The Digital Building Heritage Group studied historical documents and consulted leading academics before embarking on their virtual reconstruction of the Newarke area in 210AD, 1485 and 1908.

“What you see is based on expert opinion from a number of architects, archaeologists and historians,” said Dr Cawthorne. “We feel this is the best and most accurate picture of this area we can have at this point in time.”

The film, which has been screening to visitors in the DMU Heritage Centre, brings the rich history of the campus site vividly to life – and shows how buildings tell a story of the people who owned them.  

“The chantry chapel was where the dukes of Lancaster and their wives and associates were buried,” says. Dr Cawthorne. “It’s also where the body of Richard III was put on display after the Battle of Bosworth.

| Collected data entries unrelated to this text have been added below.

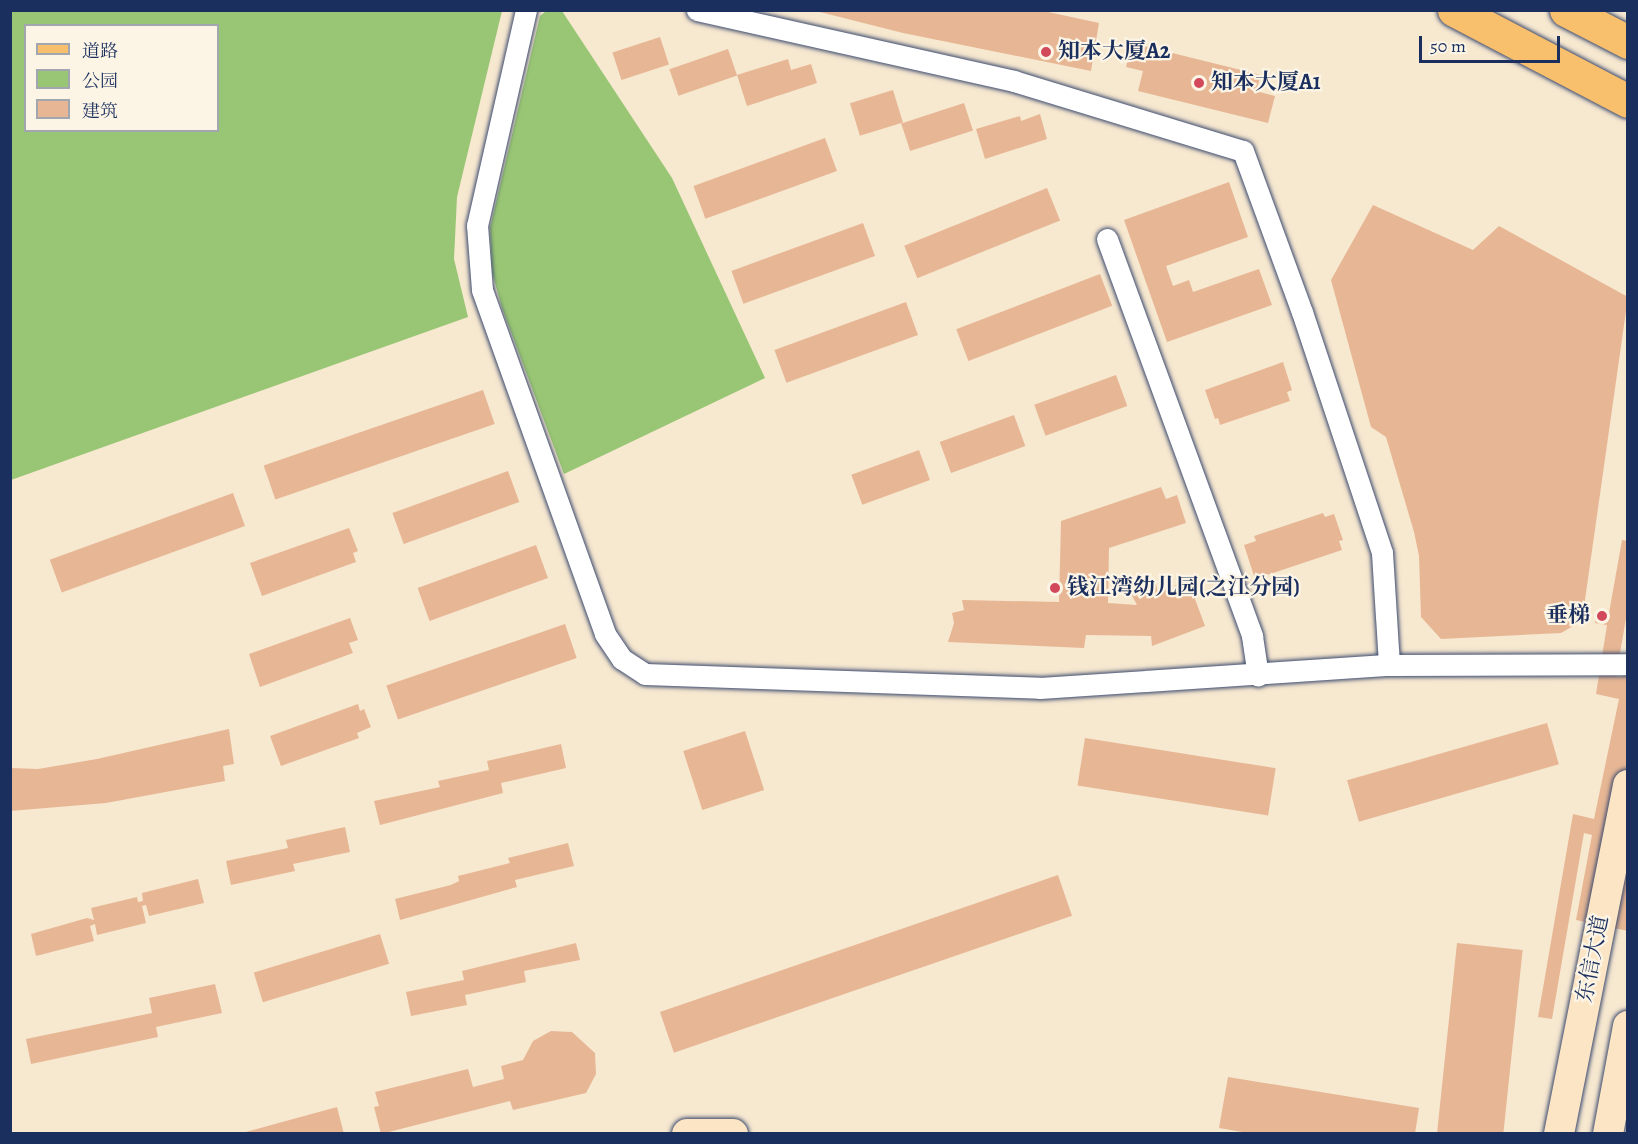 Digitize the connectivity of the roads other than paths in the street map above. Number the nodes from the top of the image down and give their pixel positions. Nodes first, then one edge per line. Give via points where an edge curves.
1 (526, 10) edge
2 (697, 10) edge
3 (1454, 10) edge
4 (1566, 10) edge
5 (1628, 42) edge
6 (1628, 101) edge
7 (1107, 238) dead end
8 (1628, 664) edge
9 (1389, 665) junction
10 (1258, 676) junction
11 (1628, 785) edge
12 (1628, 1026) edge
13 (687, 1134) edge
14 (733, 1134) edge
15 (1559, 1134) edge
16 (1608, 1134) edge

1 - 10 street via 477,225 482,290 605,634 622,659 645,674 1040,688
2 - 9 street via 1014,81 1243,151 1302,312 1382,553
3 - 6 main road
4 - 5 main road
7 - 10 street via 1252,636
8 - 9 street
9 - 10 street
11 - 15 main road, 东信大道
12 - 16 main road
13 - 14 main road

“Richard III was their enemy, on show in this great, beautiful building at the heart of the Lancastrian system, and then he was taken to the impoverished Greyfriars for a quiet, insignificant burial.

“By studying buildings, you can understand the motives of the historical figures associated with them.”

The Digital Building Heritage Group has previously created a 3D fly-through of the Greyfriars area of Leicester - where the remains of Richard III were discovered - as it was at the time of the Battle of Bosworth.

And the group used 3D technology to recreate Bradgate House, the 16th century Leicestershire home of England’s tragic nine-day queen, Lady Jane Grey.